= Rose Marie Battaglia =

American basketball coach (1929–2020)

Rose Marie Battaglia (1929 – November 24, 2020) was an American basketball coach. She coached at both high school and college levels, before retiring in 1989. She was inducted into the Women's Basketball Hall of Fame in 2018.

==Biography==
Battaglia attended Panzer School of Physical Education. Panzer eventually combined with Montclair State University and became Montclair State Teacher College in 1958. She graduated from Montclair State in 1966 and then continued her education at the University of Utah and got her PhD. When Battaglia went back to school to get her PhD, she stopped teaching physical education but was still working. She taught others the game of basketball and ran her own clinics.

==Coaching career==
Battaglia began her coaching career at Paramus Catholic High School in New Jersey.

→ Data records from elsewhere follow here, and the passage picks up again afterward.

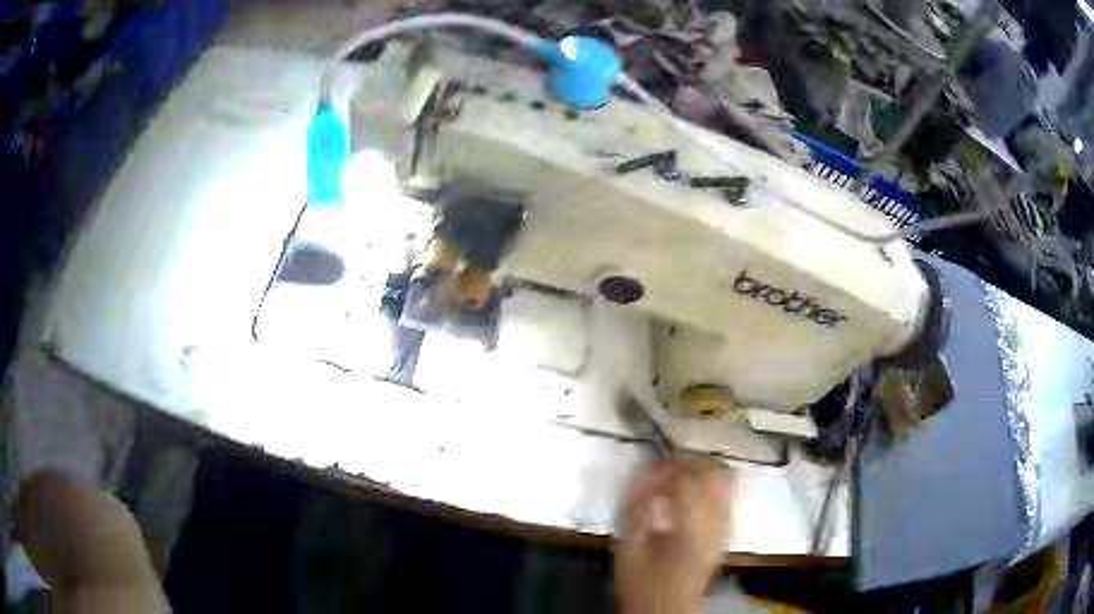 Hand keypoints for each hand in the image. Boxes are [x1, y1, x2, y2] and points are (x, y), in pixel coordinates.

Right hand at [614, 457, 731, 613]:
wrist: (669, 607)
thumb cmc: (645, 584)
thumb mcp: (629, 547)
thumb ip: (635, 508)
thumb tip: (641, 478)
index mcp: (691, 528)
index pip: (686, 479)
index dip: (665, 467)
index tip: (648, 469)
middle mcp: (717, 523)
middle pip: (715, 472)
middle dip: (689, 462)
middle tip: (665, 466)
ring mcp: (726, 527)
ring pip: (725, 479)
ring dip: (701, 470)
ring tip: (677, 476)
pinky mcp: (726, 531)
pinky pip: (725, 495)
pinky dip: (708, 485)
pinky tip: (688, 494) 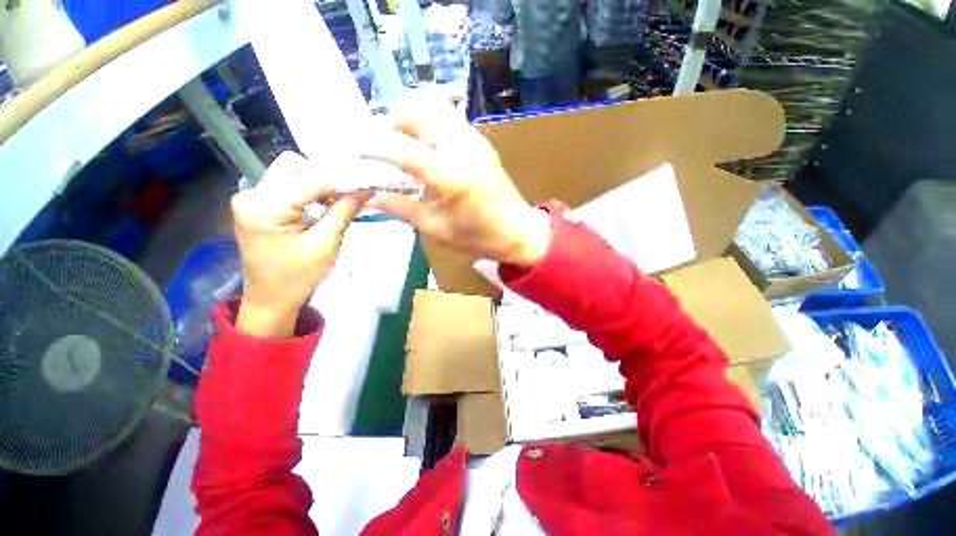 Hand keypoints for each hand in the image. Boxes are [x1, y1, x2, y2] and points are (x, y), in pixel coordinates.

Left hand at [230, 152, 372, 337]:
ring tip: (338, 201)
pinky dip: (309, 190)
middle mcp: (251, 194)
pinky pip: (286, 184)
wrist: (271, 298)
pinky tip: (323, 205)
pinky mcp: (257, 203)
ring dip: (318, 182)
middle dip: (327, 177)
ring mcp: (251, 197)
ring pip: (291, 171)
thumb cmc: (298, 277)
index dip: (342, 179)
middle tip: (350, 195)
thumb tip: (367, 188)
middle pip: (294, 166)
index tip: (368, 183)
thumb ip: (344, 211)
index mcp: (264, 207)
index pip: (311, 180)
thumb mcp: (326, 245)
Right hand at [364, 97, 550, 266]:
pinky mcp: (482, 142)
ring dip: (413, 119)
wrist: (519, 231)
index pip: (401, 148)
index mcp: (451, 176)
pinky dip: (430, 125)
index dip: (370, 145)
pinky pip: (449, 119)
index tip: (350, 148)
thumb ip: (403, 209)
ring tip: (407, 148)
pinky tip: (429, 152)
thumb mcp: (438, 229)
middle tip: (386, 148)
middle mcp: (463, 148)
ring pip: (435, 107)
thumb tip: (371, 196)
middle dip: (394, 121)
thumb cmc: (480, 237)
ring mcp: (476, 140)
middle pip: (419, 108) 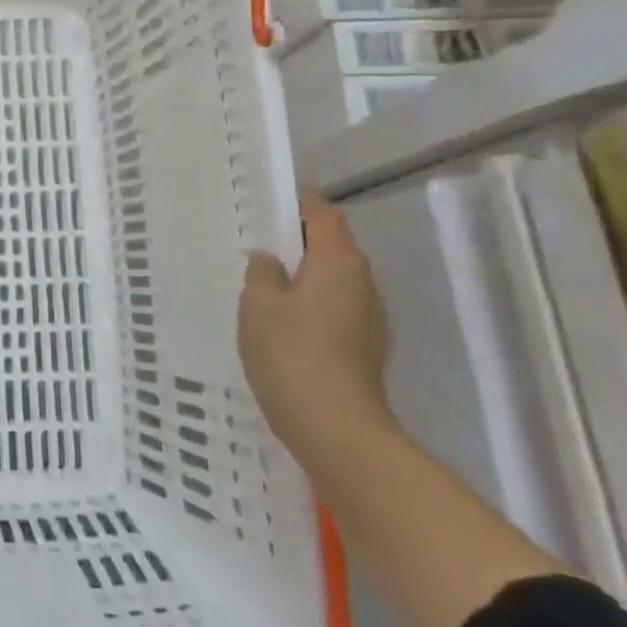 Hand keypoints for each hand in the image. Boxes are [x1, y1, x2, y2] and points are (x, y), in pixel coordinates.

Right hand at [238, 190, 391, 459]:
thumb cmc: (292, 354)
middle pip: (332, 247)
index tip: (273, 197)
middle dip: (298, 240)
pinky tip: (282, 321)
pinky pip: (334, 310)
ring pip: (333, 281)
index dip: (301, 202)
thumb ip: (262, 273)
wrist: (335, 428)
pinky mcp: (364, 349)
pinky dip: (310, 304)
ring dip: (304, 275)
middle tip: (258, 240)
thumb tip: (269, 258)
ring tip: (265, 281)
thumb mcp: (259, 305)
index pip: (324, 215)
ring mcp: (369, 319)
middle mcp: (363, 283)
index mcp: (339, 263)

While she coached here she had 274 victories and she won 2 straight state championships. While coaching at Paramus Catholic, she also coached at Bergen Community College, which was diagonally across the street. She amassed 702 college-level victories; these were combined between Bergen Community College and Iona College. She also coached at St. Michael's High School in Union City and Benedictine Academy in Elizabeth.

==Legacy==
Battaglia was inducted into the NJCAA Hall of Fame in 1999 and the New Jersey State Interscholastic Athletic Association Hall of Fame in 1996. In 1998, she was the WBCA Jostens-Berenson Lifetime Achievement Award recipient. In 2000, she was named the New Jersey Collegiate Basketball Coaches Association Lifetime Achievement Award recipient.

Along with six others, Battaglia was inducted into the Women's Basketball Hall of Fame in June 2018 in Knoxville, Tennessee.